Full Text of the Excerpt
I've been a member of the National Sharecropper's
Fund which is also known as the Rural Advancement Fund. This was started
in the late thirties when the mechanized cotton picker came in and
started to displace the sharecroppers in the cotton fields. Cotton was
king at that time and sharecropping was a way of life for many, many
people. So they started to displace the sharecropper and they organized
the Sharecropper's Union, the National
Sharecropper's Union. They were very active in Arkansas and
Alabama and Mississippi. Then they became the National Agricultural
Workers Union for the sharecroppers, cotton and every other kind of
crop. When I went with Joe Rauh in 1952, we represented Mr. H.L.
Mitchell who was the President of the Union. The Union didn't
have any money, so Joe Rauh assigned me to them because he had to earn
money to keep the firm going. So he represented the Auto Workers who
paid and I represented the sharecroppers who didn't pay. We
had a lot of strikes hither and yon and injunctions and organizing and
activities. Then I think it was when I came here, I was asked to serve
on…. Van Hecke, who had been the former dean, had written the
"Van Hecke Report of Migratory Farm Labor" which was
done under Truman. That was the guide for everybody. I was on the
National Advisory Committee on Migratory Farm Labor. It was totally
unofficial. Nobody asked for our advice. We met yearly and had a big
public hearing on the plight of the migrant.
We'd put out pamphlets and stuff. Steve Allen was on that
board with Hollywood dignitaries and so on. Then that merged with the
National Sharecroppers Fund, so I became a member of the National
Sharecroppers Fund with Van Hecke and Frank Porter Graham and Eleanor
Roosevelt and Benjamin Mays and Norman Thomas. So it was a real
high-powered group and I was greatly honored to be on it.
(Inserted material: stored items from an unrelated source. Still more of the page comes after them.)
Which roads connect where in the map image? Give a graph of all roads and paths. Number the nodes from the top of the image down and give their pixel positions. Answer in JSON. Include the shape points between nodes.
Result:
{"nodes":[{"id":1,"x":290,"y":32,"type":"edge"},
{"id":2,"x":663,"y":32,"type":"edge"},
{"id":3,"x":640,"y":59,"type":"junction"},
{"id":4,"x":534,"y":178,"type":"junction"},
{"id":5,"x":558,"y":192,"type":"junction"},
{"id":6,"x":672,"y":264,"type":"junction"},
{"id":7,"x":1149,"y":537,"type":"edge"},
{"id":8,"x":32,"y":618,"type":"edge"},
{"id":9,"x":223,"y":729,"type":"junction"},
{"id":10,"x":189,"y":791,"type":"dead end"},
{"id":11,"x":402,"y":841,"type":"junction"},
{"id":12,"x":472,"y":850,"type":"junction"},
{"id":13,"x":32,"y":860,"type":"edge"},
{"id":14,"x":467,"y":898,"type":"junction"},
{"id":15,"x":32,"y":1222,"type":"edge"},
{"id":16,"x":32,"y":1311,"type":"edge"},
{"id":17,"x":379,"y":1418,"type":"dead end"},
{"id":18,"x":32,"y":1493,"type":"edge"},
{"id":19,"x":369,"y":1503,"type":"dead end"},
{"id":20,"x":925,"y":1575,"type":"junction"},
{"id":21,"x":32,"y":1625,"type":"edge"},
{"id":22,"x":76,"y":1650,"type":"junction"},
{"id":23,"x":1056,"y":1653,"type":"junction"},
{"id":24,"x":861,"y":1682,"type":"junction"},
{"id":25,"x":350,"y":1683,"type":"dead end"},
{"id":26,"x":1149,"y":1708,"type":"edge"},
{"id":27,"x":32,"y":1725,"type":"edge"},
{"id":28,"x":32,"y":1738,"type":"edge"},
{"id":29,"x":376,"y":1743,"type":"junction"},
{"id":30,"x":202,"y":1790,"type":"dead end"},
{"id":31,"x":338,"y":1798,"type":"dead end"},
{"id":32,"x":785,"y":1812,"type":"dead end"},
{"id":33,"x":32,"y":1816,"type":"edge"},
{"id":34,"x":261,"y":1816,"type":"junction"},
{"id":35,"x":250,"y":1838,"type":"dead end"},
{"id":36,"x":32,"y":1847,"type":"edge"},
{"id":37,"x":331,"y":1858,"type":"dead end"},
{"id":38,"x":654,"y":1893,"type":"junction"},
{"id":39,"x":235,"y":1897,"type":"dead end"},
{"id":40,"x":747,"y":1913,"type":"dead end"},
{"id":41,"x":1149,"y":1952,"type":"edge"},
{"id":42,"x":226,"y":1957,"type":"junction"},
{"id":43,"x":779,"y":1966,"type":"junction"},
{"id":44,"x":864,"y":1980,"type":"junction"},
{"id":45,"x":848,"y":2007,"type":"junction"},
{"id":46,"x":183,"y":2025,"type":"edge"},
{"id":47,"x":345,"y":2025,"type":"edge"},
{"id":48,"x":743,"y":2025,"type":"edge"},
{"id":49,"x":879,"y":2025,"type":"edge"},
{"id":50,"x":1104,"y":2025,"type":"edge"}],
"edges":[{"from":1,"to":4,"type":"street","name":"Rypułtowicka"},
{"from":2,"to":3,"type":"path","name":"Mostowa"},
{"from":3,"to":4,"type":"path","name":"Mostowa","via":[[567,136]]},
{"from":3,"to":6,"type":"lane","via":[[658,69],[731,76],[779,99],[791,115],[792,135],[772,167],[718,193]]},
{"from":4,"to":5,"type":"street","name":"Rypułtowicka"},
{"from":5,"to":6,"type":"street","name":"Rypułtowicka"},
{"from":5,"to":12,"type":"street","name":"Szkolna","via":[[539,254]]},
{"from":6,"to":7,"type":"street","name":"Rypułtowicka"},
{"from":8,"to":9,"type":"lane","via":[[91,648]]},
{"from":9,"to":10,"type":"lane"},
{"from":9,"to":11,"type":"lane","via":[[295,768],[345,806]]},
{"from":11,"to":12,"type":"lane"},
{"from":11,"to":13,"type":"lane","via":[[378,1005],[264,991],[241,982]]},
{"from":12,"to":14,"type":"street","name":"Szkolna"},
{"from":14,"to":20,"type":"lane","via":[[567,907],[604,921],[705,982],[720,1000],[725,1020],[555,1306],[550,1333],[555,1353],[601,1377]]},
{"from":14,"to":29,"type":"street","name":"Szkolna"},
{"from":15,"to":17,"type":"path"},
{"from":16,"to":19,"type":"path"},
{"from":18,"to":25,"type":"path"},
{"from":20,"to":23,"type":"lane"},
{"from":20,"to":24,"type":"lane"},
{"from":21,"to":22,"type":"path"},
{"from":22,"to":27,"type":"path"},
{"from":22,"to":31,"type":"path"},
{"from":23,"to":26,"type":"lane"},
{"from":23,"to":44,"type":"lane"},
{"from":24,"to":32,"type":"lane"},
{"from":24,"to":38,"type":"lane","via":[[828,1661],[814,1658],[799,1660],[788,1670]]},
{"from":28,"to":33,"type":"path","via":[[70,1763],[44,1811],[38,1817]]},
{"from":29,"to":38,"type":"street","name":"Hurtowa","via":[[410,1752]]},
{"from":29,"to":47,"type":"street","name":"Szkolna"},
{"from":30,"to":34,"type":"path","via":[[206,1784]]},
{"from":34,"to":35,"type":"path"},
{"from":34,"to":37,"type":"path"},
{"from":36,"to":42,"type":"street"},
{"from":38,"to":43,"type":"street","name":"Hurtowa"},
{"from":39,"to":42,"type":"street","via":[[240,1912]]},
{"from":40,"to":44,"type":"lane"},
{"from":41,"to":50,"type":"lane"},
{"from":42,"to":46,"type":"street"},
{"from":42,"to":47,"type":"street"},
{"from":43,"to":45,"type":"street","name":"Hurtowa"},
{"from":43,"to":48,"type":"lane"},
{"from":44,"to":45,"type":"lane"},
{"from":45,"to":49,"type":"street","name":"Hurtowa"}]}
I've been on it ever since; ever since 1960. We meet and we
have our problems. Right now we're working on the poultry
farmers. They are licensed where they have contracts with Perdue and
Holly Farms to raise the chicks and they deliver the chicks and then ten
weeks later they come by and pick them up. They feed the chicks in the
incubators and they spend almost two hundred thousand dollars to get all
the equipment and set it up. And if they try to organize to protest
something, they lose their contract. So we're trying to do
something about that. That's one of the things. And then all
the farmers now are losing their farms, the black farmers. And in North
Hampton County up here before World War I they had two hundred black
farmers. Now there are six black farmers. They can't get the
loans. We bring suits against the Department of Agriculture for
discriminating on the basis of race. When it's ready for
trial they agree to give the loan to the guy, but by then the season is
over, you know.
- ANN MCCOLL:
Does the organization look at legal policy?
- DANIEL POLLITT:
Yes, and we set up co-ops and we have irrigation equipment which we make
available in case of a drought. We have a big co-op in cucumbers up in
Danville, Virginia. We had violence in South
Carolina for the shrimpers and we tried to encourage marketing outlets
and things. It's a significant thing. We've sort
of lost sight of the migrants. We look at the family farm to keep the
family farmer on the farm. So it's a current thrust.